Why Spouses Are Shocked When Told Their Partner’s Infidelity Does Not Affect Their Divorce

To discover that a spouse has been unfaithful must surely be something that rocks a person to the core, whether they have been married for three or thirty years. Knowing that the person who promised to be faithful ‘until death do us part’ has been anything but, can also generate emotions ranging across a scale from grief to sheer and outright hatred.

What follows the discovery of infidelity can vary, but when you consider that infidelity is cited as one of the top four reasons why married couples divorce, then it suggests that divorcing their cheating partner is the choice many wronged spouses make.

Before the first meeting with their family lawyer takes place, the client is often under the false impression that because their partner has committed adultery, they are going to be able to use that against them. Further, they fully expect that infidelity will mean that the financial settlements resulting from the divorce will be more beneficial for them. The simple fact is none of those assumptions is correct.

Whilst at a moral level it would seem right that a spouse whose partner had cheated on them deserves to get the lion’s share of any property settlement and that their divorce would be granted in their favour with the blame firmly at the cheating spouse’s door, Australian Family law does legislate based on morals.

Instead, and unlike what may have been the case many years ago, Australian Family law regards all divorces as having no fault or blame attached to either spouse. It also states that almost without exception, the reason for a divorce being granted will always be the irretrievable breakdown of the marriage.

The simple fact is whether a spouse has a drunken one night stand or has been cheating for years and with countless partners, it does not matter. Regardless, how abhorrent any decent-minded person might regard infidelity, as the legislation stands, the Family Court is not granted any moral compass to evaluate the outcome of a divorce even if one of the spouses has had numerous affairs.

Whilst they might explain all this with more gravitas and authority to a client than we have just done, nevertheless, it comes as a complete shock to a spouse who has been the perfect husband or wife. To discover that their partner’s infidelity carries no punishment relating to their divorce, can seem unfair in the extreme and akin to rubbing salt in the emotional wound.

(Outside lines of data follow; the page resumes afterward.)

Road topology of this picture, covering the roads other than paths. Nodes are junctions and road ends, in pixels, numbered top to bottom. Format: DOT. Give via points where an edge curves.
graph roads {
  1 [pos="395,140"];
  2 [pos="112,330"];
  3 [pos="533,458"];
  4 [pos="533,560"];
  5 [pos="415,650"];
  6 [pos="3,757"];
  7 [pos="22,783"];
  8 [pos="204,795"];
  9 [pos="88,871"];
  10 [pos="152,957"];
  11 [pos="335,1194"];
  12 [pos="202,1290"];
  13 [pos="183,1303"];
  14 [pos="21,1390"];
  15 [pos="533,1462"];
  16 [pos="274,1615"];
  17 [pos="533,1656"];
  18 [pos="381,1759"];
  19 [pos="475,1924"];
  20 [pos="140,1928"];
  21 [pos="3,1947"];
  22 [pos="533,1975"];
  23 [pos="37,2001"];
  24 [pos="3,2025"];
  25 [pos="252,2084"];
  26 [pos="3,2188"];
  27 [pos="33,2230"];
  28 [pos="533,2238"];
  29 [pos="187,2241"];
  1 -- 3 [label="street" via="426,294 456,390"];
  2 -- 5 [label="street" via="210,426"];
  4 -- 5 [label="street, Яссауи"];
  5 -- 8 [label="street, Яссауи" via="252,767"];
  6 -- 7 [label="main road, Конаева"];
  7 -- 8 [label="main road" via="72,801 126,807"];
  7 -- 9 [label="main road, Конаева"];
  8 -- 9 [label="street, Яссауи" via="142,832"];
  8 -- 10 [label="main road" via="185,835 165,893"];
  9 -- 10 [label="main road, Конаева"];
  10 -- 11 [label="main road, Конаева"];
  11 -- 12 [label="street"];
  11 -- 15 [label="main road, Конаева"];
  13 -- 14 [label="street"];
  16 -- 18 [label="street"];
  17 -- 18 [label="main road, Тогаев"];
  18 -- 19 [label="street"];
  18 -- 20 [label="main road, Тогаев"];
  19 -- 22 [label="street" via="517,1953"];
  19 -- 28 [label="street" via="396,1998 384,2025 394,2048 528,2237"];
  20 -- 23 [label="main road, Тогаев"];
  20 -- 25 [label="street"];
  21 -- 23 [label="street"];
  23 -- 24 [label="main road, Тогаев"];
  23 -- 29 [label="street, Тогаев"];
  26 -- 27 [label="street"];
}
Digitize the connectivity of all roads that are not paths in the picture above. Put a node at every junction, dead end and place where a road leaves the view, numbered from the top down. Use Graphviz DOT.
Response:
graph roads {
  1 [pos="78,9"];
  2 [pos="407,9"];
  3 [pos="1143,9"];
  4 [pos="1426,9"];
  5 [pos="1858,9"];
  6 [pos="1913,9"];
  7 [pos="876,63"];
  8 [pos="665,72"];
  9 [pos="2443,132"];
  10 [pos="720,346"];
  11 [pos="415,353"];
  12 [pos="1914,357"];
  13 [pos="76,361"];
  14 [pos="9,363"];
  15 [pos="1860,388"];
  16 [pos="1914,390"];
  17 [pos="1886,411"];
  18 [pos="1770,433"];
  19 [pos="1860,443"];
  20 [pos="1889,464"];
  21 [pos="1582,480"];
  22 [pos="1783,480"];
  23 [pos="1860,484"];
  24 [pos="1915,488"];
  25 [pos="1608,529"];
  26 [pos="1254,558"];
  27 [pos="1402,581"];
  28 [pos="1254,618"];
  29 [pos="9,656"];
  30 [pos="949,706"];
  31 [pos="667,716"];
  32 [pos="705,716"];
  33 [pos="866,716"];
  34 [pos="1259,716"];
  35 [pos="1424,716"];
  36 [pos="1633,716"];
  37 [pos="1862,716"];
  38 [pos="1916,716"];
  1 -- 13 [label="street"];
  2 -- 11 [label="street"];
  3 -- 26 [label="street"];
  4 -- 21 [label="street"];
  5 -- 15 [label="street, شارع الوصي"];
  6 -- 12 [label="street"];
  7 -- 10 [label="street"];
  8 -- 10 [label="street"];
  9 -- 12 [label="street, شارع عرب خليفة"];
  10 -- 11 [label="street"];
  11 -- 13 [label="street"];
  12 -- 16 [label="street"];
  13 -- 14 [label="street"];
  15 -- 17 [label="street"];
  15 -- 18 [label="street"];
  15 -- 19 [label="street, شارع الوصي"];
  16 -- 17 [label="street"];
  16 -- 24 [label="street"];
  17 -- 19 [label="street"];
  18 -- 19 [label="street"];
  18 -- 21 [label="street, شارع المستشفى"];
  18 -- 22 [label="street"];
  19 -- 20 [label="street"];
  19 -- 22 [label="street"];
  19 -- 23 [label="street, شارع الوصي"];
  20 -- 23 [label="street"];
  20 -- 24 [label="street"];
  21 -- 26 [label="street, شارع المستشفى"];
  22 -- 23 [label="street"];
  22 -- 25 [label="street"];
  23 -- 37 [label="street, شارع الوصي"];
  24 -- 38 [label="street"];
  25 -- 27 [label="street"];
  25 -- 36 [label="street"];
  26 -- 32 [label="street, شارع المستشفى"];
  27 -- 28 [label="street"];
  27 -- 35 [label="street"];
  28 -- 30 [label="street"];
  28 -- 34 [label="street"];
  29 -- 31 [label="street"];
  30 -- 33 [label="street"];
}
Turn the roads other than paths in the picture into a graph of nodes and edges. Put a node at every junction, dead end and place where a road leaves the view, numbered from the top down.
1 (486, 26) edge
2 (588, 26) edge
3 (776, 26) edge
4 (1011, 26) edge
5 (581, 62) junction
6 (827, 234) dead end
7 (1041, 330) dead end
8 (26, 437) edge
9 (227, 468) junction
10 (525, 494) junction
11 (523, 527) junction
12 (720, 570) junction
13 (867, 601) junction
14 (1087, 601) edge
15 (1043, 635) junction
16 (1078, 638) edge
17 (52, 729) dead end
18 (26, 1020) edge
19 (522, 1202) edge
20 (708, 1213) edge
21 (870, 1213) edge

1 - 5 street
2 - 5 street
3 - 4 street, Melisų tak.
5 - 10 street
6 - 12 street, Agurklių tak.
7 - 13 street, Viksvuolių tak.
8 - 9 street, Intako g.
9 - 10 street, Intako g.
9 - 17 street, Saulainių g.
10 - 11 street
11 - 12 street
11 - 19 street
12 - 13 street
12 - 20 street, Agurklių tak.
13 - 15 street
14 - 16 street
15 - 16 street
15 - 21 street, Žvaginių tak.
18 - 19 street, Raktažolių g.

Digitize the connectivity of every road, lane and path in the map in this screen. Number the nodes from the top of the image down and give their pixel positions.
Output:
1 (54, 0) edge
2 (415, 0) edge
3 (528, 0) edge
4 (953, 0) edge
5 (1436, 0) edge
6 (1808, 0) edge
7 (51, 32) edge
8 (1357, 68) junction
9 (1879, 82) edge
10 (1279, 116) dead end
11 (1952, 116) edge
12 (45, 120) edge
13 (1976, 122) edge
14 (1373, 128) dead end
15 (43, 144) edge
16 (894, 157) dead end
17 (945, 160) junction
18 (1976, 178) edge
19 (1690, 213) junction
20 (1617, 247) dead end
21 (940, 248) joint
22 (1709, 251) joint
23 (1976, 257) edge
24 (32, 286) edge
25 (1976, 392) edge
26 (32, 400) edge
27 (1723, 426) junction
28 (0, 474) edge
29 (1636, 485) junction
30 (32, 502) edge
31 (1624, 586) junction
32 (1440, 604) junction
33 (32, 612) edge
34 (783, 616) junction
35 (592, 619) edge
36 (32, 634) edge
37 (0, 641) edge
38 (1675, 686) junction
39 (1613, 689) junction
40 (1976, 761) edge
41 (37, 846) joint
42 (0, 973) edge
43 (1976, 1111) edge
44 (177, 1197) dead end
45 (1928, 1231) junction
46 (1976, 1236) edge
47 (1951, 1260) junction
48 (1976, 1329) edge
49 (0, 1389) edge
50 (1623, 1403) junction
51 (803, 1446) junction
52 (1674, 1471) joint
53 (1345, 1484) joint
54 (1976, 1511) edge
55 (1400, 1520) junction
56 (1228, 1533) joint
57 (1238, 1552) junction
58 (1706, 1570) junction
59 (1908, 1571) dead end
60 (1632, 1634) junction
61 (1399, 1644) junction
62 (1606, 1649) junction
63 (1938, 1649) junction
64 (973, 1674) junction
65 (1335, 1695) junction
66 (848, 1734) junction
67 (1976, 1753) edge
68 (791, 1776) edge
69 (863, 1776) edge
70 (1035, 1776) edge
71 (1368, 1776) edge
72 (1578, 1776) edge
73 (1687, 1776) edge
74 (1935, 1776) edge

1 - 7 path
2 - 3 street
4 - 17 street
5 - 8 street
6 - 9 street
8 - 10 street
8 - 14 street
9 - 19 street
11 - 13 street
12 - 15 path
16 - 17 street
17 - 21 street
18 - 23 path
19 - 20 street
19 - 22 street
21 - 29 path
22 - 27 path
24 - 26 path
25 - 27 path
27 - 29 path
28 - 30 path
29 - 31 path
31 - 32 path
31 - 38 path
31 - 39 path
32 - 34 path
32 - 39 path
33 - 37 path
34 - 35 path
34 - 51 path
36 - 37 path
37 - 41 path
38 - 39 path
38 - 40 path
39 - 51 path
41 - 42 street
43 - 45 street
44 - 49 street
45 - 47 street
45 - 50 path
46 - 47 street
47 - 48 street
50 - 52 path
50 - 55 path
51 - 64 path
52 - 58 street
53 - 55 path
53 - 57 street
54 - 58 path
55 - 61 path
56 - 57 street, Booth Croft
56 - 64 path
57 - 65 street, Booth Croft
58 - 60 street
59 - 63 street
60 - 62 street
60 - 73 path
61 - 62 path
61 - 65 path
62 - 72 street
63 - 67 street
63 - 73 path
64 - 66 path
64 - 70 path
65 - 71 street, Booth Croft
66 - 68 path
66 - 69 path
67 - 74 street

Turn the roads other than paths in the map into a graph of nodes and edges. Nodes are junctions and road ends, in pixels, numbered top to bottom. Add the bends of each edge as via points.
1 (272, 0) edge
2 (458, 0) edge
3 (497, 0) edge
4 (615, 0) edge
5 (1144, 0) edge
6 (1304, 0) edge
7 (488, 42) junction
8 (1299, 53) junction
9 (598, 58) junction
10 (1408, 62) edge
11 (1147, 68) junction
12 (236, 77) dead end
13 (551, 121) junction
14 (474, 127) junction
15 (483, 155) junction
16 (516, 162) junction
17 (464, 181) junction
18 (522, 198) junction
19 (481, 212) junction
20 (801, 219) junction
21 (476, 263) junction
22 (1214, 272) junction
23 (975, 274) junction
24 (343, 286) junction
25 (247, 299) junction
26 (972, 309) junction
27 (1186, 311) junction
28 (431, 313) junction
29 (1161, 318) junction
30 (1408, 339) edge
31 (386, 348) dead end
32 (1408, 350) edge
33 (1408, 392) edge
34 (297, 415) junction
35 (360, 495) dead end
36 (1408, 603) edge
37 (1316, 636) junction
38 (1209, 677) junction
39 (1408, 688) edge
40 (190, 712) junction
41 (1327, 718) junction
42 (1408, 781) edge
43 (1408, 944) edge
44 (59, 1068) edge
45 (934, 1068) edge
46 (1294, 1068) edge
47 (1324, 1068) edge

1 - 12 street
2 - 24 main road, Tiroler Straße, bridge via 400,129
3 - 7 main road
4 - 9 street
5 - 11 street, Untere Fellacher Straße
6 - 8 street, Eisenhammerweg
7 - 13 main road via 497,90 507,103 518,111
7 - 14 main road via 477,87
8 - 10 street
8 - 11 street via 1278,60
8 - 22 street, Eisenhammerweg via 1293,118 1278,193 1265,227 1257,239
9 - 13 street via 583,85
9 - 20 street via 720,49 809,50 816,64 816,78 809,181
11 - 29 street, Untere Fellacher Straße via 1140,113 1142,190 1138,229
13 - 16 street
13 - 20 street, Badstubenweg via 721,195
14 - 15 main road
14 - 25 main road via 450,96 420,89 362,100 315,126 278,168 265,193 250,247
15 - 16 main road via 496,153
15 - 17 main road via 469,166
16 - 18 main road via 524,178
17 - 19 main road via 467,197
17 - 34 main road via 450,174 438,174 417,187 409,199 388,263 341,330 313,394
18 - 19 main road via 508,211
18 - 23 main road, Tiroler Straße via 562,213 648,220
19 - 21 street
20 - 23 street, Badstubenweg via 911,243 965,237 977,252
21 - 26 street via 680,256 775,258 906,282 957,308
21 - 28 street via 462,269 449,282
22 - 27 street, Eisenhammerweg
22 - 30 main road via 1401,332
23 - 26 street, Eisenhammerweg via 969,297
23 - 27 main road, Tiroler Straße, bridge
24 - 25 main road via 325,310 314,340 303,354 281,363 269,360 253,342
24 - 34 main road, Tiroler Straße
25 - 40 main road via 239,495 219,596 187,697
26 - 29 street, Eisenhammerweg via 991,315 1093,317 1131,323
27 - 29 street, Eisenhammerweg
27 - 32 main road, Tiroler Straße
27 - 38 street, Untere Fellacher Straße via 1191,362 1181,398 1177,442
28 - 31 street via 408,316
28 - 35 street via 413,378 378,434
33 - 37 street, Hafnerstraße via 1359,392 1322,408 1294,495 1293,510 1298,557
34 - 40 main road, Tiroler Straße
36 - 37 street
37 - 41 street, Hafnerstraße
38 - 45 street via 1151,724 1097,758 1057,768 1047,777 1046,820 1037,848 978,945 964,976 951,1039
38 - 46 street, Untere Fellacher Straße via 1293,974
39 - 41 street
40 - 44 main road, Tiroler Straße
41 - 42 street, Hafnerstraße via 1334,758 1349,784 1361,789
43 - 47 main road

When considering the divorce, there are usually four separate elements which the family court looks for either an amicable agreement or will rule upon. These are property settlement, spousal support, child support and child custody. Again, it can grate that a cheating spouse may not be obliged to pay any more child or spousal support, be granted an equal share of the property, and could even be awarded child custody if the court believed if it were in the children’s best interests.

Before we end, some narrow circumstances exist that could affect the financial aspects of the divorce which are called ‘wastage’. If a spouse was spending copious amounts of money during their infidelity such as buying a new car or expensive jewellery for their lover but claimed in the family court they had financial difficulties, the court can adjust their share of the property settlement or the support amounts they have pay, in favour of their spouse and children.